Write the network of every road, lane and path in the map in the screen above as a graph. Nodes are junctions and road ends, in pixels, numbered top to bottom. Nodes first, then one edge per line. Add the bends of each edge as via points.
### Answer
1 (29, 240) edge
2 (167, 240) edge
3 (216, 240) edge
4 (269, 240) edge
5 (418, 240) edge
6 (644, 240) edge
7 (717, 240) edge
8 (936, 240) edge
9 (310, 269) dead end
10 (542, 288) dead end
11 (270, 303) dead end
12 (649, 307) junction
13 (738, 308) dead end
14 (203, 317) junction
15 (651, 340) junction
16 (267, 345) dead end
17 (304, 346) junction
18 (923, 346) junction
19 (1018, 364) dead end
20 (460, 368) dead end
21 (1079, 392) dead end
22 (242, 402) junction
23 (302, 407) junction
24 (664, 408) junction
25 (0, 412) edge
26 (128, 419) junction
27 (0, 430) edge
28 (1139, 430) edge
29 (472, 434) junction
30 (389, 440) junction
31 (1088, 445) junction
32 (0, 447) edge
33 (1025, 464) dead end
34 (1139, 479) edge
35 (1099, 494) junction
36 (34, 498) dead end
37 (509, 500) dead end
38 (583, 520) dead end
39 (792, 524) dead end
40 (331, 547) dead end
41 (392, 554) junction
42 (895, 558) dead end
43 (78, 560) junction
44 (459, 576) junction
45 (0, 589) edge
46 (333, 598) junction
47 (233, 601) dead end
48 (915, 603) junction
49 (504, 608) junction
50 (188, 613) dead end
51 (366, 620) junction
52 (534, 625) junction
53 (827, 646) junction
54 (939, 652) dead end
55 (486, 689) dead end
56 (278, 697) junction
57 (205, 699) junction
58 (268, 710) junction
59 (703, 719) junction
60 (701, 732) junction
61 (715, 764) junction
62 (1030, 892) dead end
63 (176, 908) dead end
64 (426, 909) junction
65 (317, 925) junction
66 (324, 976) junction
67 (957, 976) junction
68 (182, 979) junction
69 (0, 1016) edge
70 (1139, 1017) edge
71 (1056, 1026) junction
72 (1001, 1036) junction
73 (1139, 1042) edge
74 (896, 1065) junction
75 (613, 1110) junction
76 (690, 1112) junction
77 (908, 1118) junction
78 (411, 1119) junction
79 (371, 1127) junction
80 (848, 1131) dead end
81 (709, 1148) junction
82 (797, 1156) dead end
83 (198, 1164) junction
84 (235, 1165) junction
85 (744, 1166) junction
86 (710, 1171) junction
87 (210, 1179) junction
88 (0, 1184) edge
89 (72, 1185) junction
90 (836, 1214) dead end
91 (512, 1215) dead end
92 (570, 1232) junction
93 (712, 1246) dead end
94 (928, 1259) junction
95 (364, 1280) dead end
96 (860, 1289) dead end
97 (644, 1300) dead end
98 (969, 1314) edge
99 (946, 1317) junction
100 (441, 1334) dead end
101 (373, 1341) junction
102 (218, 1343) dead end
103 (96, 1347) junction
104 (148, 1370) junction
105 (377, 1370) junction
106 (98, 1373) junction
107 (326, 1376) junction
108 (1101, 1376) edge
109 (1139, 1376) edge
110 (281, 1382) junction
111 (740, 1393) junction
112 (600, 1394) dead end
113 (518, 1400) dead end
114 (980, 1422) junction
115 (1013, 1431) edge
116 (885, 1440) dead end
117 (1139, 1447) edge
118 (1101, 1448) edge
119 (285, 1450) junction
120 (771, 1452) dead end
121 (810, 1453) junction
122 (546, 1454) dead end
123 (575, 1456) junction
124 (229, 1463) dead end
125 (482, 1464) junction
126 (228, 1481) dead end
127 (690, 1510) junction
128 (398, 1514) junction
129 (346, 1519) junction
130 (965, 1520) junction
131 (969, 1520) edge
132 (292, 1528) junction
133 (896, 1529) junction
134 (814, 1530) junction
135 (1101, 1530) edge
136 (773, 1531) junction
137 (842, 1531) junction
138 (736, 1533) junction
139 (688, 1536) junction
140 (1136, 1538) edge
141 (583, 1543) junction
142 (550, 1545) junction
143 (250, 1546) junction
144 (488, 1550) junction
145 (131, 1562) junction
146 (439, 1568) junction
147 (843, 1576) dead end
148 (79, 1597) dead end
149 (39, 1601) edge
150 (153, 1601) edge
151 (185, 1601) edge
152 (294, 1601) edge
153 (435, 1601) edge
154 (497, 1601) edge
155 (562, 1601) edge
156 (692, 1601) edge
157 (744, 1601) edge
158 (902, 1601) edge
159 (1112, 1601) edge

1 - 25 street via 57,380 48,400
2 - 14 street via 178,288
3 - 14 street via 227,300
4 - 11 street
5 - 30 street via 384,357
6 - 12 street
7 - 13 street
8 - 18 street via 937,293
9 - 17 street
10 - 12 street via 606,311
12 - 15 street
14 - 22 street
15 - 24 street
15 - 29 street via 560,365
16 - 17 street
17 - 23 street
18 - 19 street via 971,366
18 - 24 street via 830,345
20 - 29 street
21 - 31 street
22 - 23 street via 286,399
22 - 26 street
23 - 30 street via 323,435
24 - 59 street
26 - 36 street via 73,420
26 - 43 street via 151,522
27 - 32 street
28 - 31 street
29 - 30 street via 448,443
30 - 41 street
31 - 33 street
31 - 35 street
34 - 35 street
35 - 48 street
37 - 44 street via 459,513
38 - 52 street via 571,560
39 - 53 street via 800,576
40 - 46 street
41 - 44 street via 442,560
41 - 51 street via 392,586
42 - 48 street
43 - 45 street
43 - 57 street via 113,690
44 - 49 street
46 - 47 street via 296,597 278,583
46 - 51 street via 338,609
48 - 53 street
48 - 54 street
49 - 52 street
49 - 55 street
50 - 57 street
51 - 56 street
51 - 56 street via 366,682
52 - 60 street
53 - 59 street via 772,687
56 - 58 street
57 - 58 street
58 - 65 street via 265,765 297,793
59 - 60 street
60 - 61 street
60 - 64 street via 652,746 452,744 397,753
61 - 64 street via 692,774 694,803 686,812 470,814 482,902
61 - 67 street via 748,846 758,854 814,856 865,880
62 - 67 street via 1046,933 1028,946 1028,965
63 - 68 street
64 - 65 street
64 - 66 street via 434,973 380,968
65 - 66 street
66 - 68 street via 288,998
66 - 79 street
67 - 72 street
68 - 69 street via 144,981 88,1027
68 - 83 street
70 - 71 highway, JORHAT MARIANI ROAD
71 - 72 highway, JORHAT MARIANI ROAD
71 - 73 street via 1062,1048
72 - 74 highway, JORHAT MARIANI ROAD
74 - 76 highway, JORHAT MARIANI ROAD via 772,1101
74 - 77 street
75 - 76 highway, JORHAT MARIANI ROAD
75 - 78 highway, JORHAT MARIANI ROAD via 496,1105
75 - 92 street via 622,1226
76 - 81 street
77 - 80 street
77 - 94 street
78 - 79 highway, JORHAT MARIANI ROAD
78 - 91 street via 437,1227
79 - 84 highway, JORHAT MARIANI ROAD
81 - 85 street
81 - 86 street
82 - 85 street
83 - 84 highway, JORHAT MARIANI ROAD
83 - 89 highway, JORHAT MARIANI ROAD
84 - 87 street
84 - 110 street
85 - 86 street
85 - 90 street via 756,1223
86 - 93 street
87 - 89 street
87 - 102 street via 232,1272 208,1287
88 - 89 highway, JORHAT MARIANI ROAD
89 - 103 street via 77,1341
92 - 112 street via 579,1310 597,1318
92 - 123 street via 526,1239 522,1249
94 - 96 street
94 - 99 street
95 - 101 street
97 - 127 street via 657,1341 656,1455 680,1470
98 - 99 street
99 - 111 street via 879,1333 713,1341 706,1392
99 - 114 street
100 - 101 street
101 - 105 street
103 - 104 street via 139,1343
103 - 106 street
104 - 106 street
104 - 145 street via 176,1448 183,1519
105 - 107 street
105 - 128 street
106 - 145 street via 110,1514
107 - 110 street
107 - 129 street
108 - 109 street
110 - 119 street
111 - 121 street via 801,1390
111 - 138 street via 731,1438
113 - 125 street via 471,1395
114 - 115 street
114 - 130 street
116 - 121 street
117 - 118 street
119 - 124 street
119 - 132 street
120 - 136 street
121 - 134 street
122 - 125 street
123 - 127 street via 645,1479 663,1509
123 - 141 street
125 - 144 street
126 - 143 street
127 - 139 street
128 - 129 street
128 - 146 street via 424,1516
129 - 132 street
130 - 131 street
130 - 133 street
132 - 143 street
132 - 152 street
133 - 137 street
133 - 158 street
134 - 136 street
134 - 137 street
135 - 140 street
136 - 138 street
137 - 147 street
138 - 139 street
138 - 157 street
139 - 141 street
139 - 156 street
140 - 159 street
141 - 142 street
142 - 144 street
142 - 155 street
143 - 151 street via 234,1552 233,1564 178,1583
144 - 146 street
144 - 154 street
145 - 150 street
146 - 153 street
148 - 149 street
──────────────────────────────
Work out the number of lines in the entries above that hold the word "highway", giving the number without comment.

Response to the task:
11